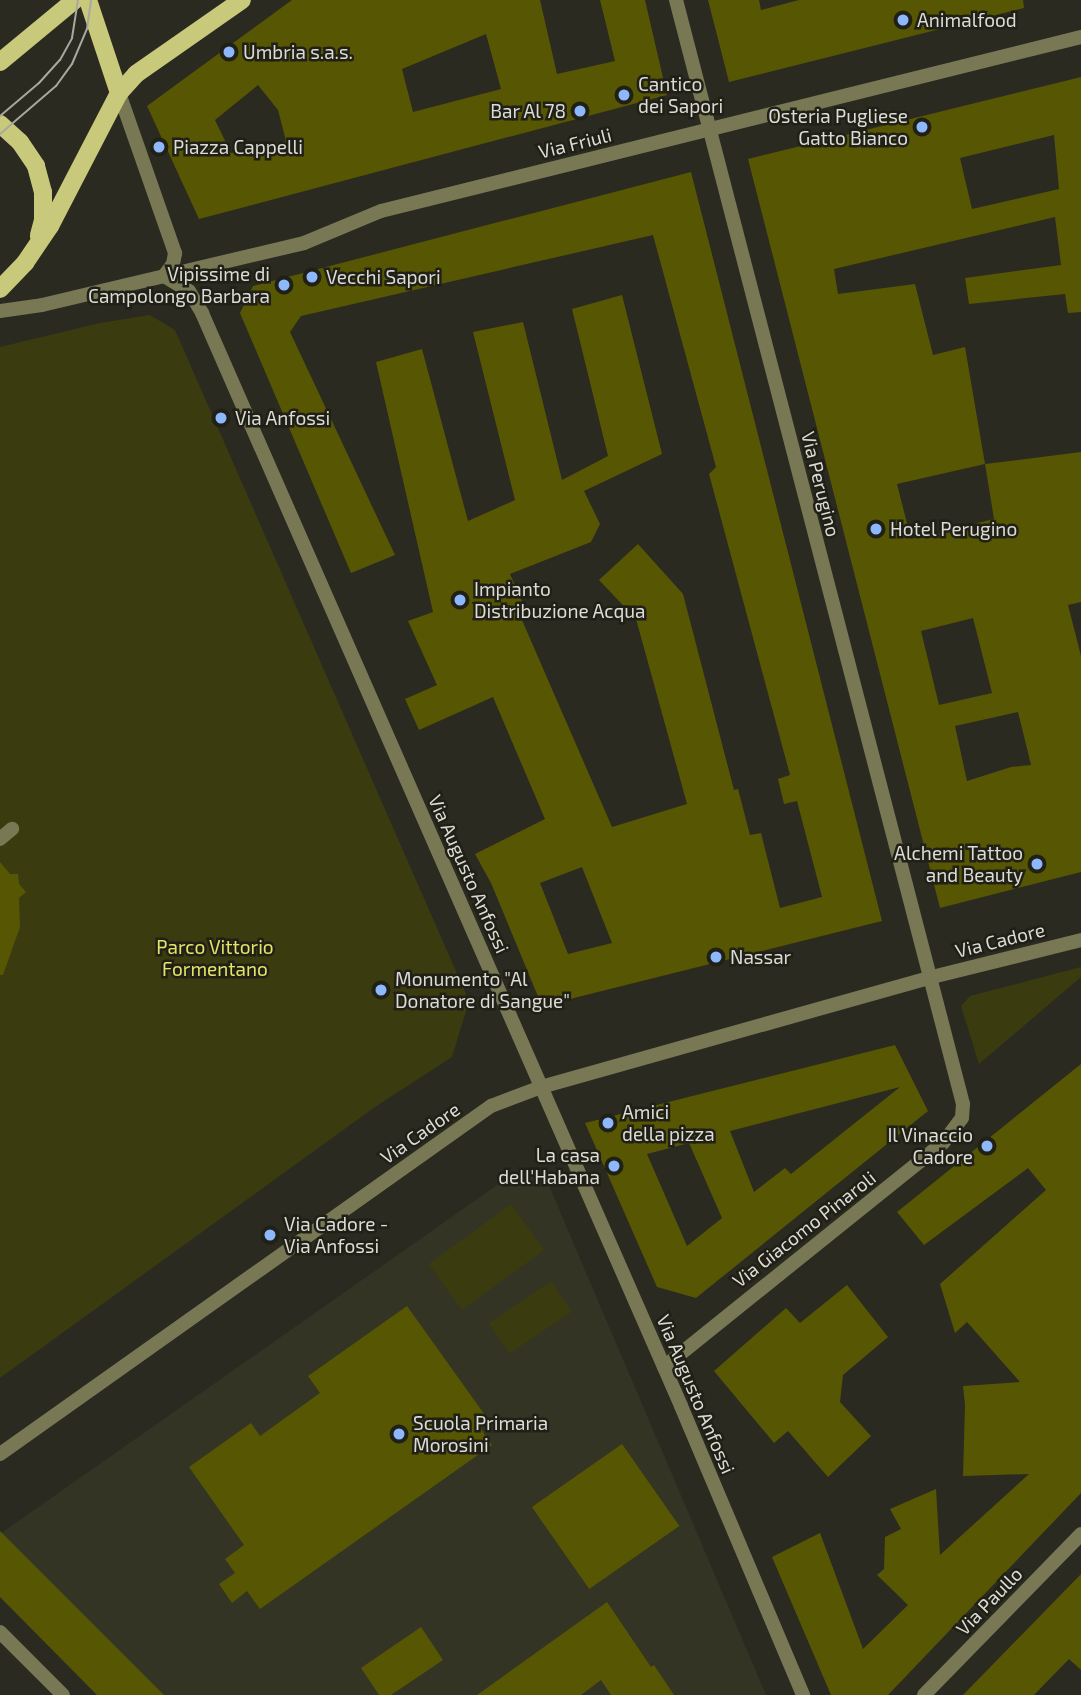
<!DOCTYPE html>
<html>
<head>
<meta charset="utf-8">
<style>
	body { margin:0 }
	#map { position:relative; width:1081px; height:1695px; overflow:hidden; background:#2a2a21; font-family:"Exo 2",sans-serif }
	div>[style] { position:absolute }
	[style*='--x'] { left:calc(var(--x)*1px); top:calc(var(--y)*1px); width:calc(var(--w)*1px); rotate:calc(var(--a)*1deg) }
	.built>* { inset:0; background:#343425 }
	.green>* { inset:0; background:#3b3b10; transform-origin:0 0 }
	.building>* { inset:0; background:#575603; transform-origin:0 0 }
	.street>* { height:14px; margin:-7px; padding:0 7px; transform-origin:7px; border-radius:7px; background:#787954 }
	.primary>* { height:18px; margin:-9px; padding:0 9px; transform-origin:9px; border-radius:9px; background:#c8c97b }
	.tram>* { height:2px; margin:-1px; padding:0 1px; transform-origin:1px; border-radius:1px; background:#a8a8a1 }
	.dots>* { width:19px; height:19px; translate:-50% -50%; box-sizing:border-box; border:4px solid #202017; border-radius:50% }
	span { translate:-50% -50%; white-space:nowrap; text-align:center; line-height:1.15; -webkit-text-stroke:5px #202017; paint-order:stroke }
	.poi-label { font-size:19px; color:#dcdcd6 }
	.left { translate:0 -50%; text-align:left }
	.right { translate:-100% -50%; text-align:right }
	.street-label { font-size:19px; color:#dcdcd6 }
	.park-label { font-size:19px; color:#e4e466 }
</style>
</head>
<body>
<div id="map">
	<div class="built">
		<div style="clip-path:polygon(523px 1167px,544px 1174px,766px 1695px,97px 1695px,0 1597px,0 1534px)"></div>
	</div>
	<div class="green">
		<div style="clip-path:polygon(150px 315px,175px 330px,469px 1001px,452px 1057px,375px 1107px,0 1378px,0 347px,100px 323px)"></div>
		<div style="clip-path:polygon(1081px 967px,1081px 977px,979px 1064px,961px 1006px,970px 996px)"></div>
		<div style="left:511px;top:1204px;width:57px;height:102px;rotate:54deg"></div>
		<div style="left:551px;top:1281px;width:37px;height:75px;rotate:56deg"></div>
	</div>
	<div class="building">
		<div style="clip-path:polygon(evenodd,292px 0,540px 0,557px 74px,615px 61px,600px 0,645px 0,667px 95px,199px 219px,147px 106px,292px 0,486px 34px,501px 89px,413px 112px,402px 69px,486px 34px,292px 0,258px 85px,278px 110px,286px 141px,231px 153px,215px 120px,258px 85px)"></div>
		<div style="clip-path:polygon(708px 0,759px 0,761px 10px,799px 0,1023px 0,1024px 8px,729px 82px)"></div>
		<div style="clip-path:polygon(evenodd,1081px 77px,1081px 312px,1068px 313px,1065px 294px,969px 304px,965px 278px,1061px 265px,1055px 217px,834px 269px,838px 294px,915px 284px,933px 355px,965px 347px,985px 464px,1081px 452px,1081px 602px,1068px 605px,1081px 656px,1081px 872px,940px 908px,748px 159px,1081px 77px,1054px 135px,1059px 189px,972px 209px,960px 158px,1054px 135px,1081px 77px,985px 464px,994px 519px,911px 539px,897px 484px,985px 464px,1081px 77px,973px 618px,992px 693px,939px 705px,921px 631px,973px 618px,1081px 77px,1018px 712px,1031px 765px,1011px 767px,967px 781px,955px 726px,1018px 712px)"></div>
		<div style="clip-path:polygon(evenodd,691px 172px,882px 921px,542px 1006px,491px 883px,475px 854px,545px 819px,493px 697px,419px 730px,405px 699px,437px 685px,408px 621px,433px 612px,376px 362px,422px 349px,468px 521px,515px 500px,473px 332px,523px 322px,562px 480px,608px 456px,572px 309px,622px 295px,662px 454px,584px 491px,600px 524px,591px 542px,510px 574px,525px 608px,518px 611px,612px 827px,687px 804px,636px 619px,599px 580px,638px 544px,683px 594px,734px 790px,738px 789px,750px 835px,761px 833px,780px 908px,822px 897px,797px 801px,784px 804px,778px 779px,790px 775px,709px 474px,716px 467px,653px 235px,301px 316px,290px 332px,395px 555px,351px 573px,240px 313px,253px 286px,691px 172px,582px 867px,612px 943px,568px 954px,540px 883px,582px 867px)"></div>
		<div style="clip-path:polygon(0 862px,10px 874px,18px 874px,19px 884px,26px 892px,19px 898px,20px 927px,3px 975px,0 975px)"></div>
		<div style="clip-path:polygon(evenodd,895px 1045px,928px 1111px,696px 1298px,657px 1287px,585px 1123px,895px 1045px,900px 1087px,791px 1174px,785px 1168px,754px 1192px,730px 1131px,900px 1087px,895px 1045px,689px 1143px,722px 1218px,687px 1246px,647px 1154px,689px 1143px)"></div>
		<div style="clip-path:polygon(1081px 1064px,1081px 1493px,888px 1695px,831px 1695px,772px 1557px,820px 1533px,863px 1649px,908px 1605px,877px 1575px,884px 1569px,885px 1537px,901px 1529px,890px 1509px,936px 1489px,940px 1555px,1029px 1474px,963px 1476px,965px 1405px,963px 1386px,1020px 1382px,967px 1322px,955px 1333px,940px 1284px,1046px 1190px,1028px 1168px,924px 1245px,897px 1212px)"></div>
		<div style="clip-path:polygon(847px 1285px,888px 1337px,843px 1375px,840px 1402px,871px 1436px,828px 1477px,788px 1431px,774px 1443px,714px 1371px,786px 1308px,800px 1323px)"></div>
		<div style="clip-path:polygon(407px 1306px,487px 1418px,478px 1425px,492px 1445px,260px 1609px,247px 1591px,232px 1603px,219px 1584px,235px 1573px,225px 1559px,244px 1545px,189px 1467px,251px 1423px,260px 1436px,320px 1393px,308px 1376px)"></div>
		<div style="left:622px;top:1444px;width:100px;height:110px;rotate:55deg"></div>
		<div style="clip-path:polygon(0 1531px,164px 1695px,97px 1695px,0 1597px)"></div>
		<div style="clip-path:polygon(1081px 1574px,1081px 1670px,1069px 1659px,1034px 1695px,963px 1695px)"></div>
		<div style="clip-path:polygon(607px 1602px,651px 1667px,654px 1665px,674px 1695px,611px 1695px,601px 1680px,581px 1695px,477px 1695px)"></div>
		<div style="clip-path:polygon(421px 1627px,443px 1660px,391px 1695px,379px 1695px,361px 1668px)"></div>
	</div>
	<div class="street">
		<div style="--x:119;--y:93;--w:170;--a:70.7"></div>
		<div style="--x:175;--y:253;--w:11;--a:100"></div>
		<div style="--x:173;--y:264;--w:15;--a:127"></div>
		<div style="--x:164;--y:276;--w:29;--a:31"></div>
		<div style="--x:189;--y:291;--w:26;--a:59"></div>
		<div style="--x:202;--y:313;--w:1193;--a:66.33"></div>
		<div style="--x:681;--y:1406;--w:314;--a:67.1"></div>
		<div style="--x:0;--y:311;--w:42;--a:-8.1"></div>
		<div style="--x:42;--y:305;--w:269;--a:-13.3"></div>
		<div style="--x:304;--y:243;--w:83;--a:-22.6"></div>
		<div style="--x:381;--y:211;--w:721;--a:-13.96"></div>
		<div style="--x:0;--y:839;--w:16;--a:-40"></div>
		<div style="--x:664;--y:1367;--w:358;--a:-38.8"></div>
		<div style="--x:943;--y:1143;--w:31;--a:-53"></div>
		<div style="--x:962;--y:1118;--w:14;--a:-86"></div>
		<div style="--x:963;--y:1104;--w:1141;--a:-104.57"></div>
		<div style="--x:0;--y:1454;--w:602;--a:-35.33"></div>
		<div style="--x:491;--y:1106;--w:53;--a:-20.8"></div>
		<div style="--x:541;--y:1087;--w:402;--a:-15.7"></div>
		<div style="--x:928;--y:978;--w:158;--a:-13.9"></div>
		<div style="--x:0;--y:1632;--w:89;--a:45"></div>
		<div style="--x:924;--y:1695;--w:225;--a:-45.7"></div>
	</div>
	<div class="primary">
		<div style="--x:88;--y:0;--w:98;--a:71.6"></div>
		<div style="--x:0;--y:62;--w:97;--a:-39.6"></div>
		<div style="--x:0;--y:124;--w:27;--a:42"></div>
		<div style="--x:20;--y:142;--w:29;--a:56"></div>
		<div style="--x:36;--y:166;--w:27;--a:75"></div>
		<div style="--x:43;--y:192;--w:28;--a:90"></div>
		<div style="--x:43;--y:220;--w:16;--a:105"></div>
		<div style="--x:0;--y:289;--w:36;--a:-46"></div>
		<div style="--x:25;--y:263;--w:45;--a:-56"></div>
		<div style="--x:50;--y:226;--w:150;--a:-62.6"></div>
		<div style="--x:119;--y:93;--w:25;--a:-48"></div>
		<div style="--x:136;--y:74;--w:129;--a:-34.9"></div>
	</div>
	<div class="tram">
		<div style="--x:0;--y:116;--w:51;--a:-40.2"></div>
		<div style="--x:39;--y:83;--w:31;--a:-48"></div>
		<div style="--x:60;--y:60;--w:25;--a:-61"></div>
		<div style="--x:72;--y:38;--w:38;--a:-81"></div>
		<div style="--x:0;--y:134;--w:74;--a:-40.6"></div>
		<div style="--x:56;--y:86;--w:27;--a:-54"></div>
		<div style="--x:72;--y:64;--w:38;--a:-67"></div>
		<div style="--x:87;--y:29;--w:29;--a:-82"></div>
	</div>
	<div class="dots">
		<div style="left:903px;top:20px;background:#8db9fc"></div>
		<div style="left:229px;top:52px;background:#8db9fc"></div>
		<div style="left:624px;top:95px;background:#8db9fc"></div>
		<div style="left:580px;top:111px;background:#8db9fc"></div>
		<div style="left:922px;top:127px;background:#8db9fc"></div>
		<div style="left:159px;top:147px;background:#8db9fc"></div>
		<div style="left:312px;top:277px;background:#8db9fc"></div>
		<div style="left:284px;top:285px;background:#8db9fc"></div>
		<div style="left:221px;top:418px;background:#8db9fc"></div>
		<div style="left:876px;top:529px;background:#8db9fc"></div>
		<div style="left:460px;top:600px;background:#8db9fc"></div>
		<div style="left:1037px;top:864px;background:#8db9fc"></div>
		<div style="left:716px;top:957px;background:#8db9fc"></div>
		<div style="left:381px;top:990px;background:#8db9fc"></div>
		<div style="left:608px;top:1123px;background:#8db9fc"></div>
		<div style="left:987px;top:1146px;background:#8db9fc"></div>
		<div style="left:614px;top:1166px;background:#8db9fc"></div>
		<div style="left:270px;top:1235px;background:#8db9fc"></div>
		<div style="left:399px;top:1434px;background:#8db9fc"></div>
	</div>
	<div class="poi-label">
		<span class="left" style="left:917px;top:20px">Animalfood</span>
		<span class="left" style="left:243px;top:52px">Umbria s.a.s.</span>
		<span class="left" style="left:638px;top:95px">Cantico<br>dei Sapori</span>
		<span class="right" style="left:566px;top:111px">Bar Al 78</span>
		<span class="right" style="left:908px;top:127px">Osteria Pugliese<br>Gatto Bianco</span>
		<span class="left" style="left:173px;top:147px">Piazza Cappelli</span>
		<span class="right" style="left:270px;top:285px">Vipissime di<br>Campolongo Barbara</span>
		<span class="left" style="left:326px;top:277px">Vecchi Sapori</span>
		<span class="left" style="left:235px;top:418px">Via Anfossi</span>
		<span class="left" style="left:890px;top:529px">Hotel Perugino</span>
		<span class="left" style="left:474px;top:600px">Impianto<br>Distribuzione Acqua</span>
		<span class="right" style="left:1023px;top:864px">Alchemi Tattoo<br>and Beauty</span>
		<span class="left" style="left:730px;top:957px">Nassar</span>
		<span class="left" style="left:395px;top:990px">Monumento "Al<br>Donatore di Sangue"</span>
		<span class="left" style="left:622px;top:1123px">Amici<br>della pizza</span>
		<span class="right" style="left:973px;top:1146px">Il Vinaccio<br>Cadore</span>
		<span class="right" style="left:600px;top:1166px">La casa<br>dell'Habana</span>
		<span class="left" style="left:284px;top:1235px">Via Cadore -<br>Via Anfossi</span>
		<span class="left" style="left:413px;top:1434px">Scuola Primaria<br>Morosini</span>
	</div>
	<div class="street-label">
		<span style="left:575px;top:143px;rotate:-14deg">Via Friuli</span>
		<span style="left:821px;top:484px;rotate:76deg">Via Perugino</span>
		<span style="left:469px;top:874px;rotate:66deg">Via Augusto Anfossi</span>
		<span style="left:1000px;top:940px;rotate:-14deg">Via Cadore</span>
		<span style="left:420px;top:1133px;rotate:-35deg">Via Cadore</span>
		<span style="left:804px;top:1229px;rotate:-38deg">Via Giacomo Pinaroli</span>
		<span style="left:696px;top:1394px;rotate:67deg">Via Augusto Anfossi</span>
		<span style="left:989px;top:1601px;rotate:-46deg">Via Paullo</span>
	</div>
	<div class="park-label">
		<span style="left:215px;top:958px">Parco Vittorio<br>Formentano</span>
	</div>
</div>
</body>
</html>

▶ **TASK DETAILS**
Find the lines above with the word "green". Copy them out.

▶ **WRITTEN SOLUTION**
	.green>* { inset:0; background:#3b3b10; transform-origin:0 0 }
	<div class="green">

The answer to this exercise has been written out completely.